● DESCRIPTION OF THE TASK
Find all lines in the records that include the word "main", and copy them out.
::::::
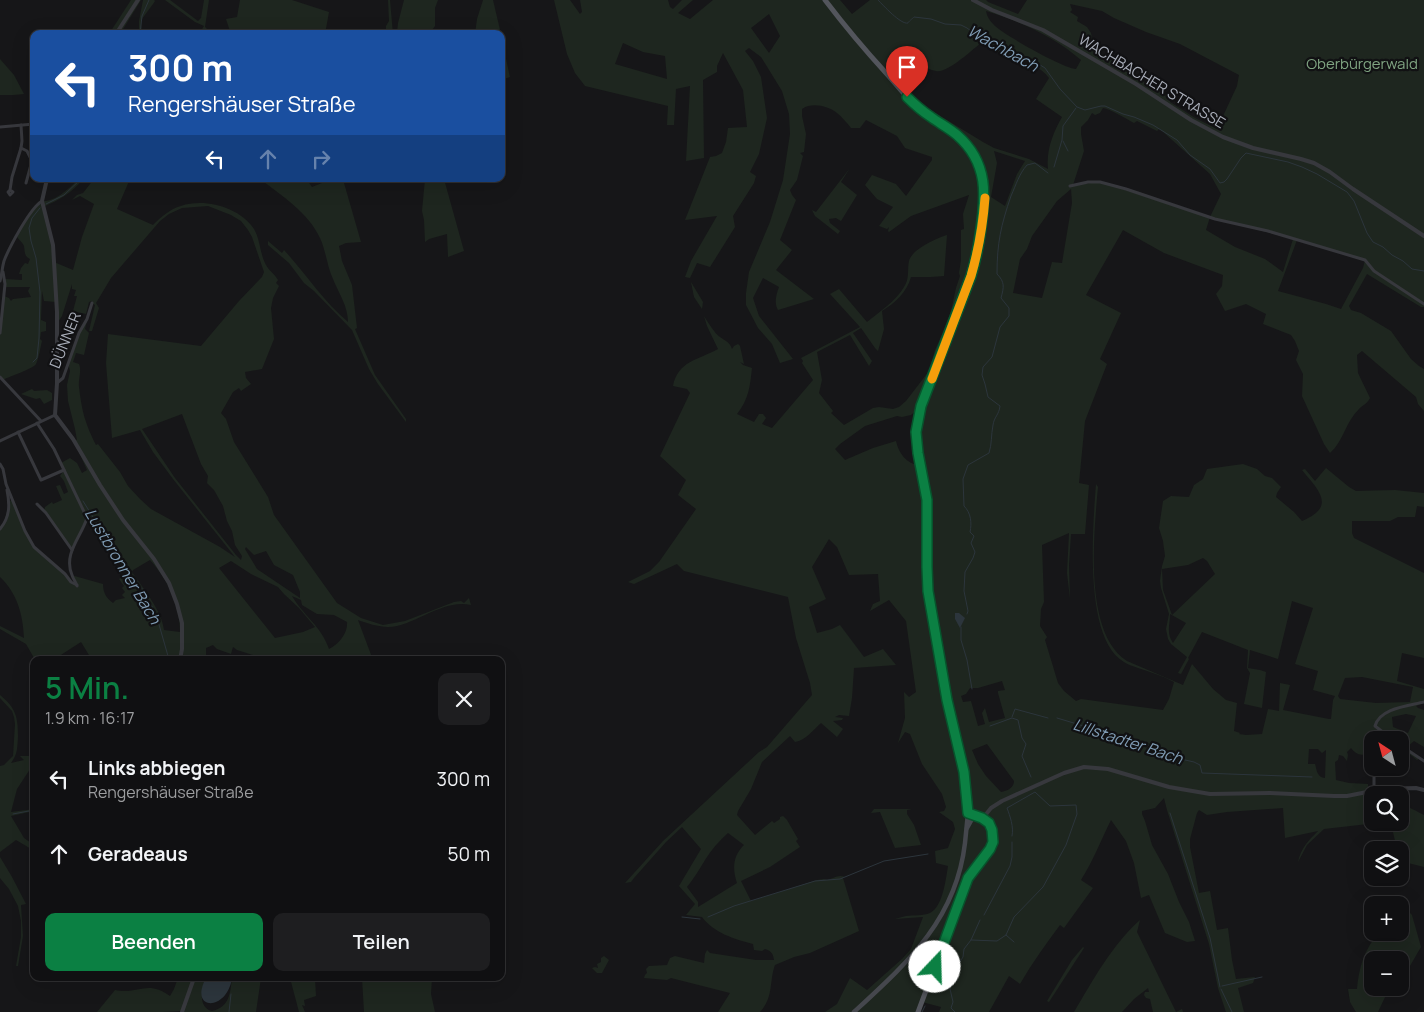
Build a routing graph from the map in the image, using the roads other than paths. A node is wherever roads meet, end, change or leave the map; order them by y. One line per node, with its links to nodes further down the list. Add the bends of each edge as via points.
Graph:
1 (138, 0): 4 (street)
2 (825, 0): 42 (main road, via 907,97 969,147 983,180 984,203 975,264 921,406 916,432 927,500 928,591 947,700 964,772)
3 (973, 0): 16 (street, WACHBACHER STRASSE, via 1043,30 1217,134 1253,148 1314,163)
4 (119, 30)
5 (30, 124): 6 (street)
6 (21, 125): 7 (street); 8 (street)
7 (0, 127)
8 (21, 148): 9 (street); 14 (street)
9 (30, 157)
10 (30, 169): 12 (street)
11 (46, 182): 15 (street)
12 (26, 184)
13 (1070, 186): 20 (street, via 1100,182 1216,219 1365,260 1374,271)
14 (10, 190)
15 (42, 201): 17 (street, via 24,222 5,260); 23 (street, via 54,245)
16 (1424, 236)
17 (3, 272): 18 (street); 21 (street, via 5,284)
18 (0, 281)
19 (92, 303): 23 (street, DÜNNER, via 63,378)
20 (1424, 304)
21 (0, 333)
22 (0, 378): 25 (street)
23 (57, 383): 24 (street)
24 (55, 415): 25 (street); 34 (street, via 170,584 182,623)
25 (39, 422): 26 (street); 29 (street)
26 (18, 432): 27 (street); 29 (street, via 41,480)
27 (0, 441)
28 (0, 464): 30 (street)
29 (64, 470): 33 (street, via 87,518)
30 (6, 484): 32 (street, via 9,513); 33 (street, via 34,547 77,586 69,565)
31 (37, 504): 33 (street)
32 (0, 529)
33 (72, 550)
34 (181, 656)
35 (1424, 702): 36 (street, via 1392,710 1379,717 1375,724)
36 (1380, 731)
37 (1409, 751): 38 (street)
38 (1424, 761)
39 (1409, 788): 40 (street)
40 (1424, 790)
41 (1364, 792): 43 (street, via 1328,796 1210,794 1170,787 1108,769 1084,767 1002,801)
42 (968, 813): 43 (main road); 44 (main road)
43 (980, 817): 44 (main road, via 970,822); 48 (main road, via 989,823 992,830 992,846 968,878)
44 (966, 832): 47 (main road, via 953,890 934,927 904,965)
45 (193, 981): 46 (street)
46 (182, 1012)
47 (854, 1012)
48 (918, 1012)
::::::
● ANSWER SPACE
2 (825, 0): 42 (main road, via 907,97 969,147 983,180 984,203 975,264 921,406 916,432 927,500 928,591 947,700 964,772)
42 (968, 813): 43 (main road); 44 (main road)
43 (980, 817): 44 (main road, via 970,822); 48 (main road, via 989,823 992,830 992,846 968,878)
44 (966, 832): 47 (main road, via 953,890 934,927 904,965)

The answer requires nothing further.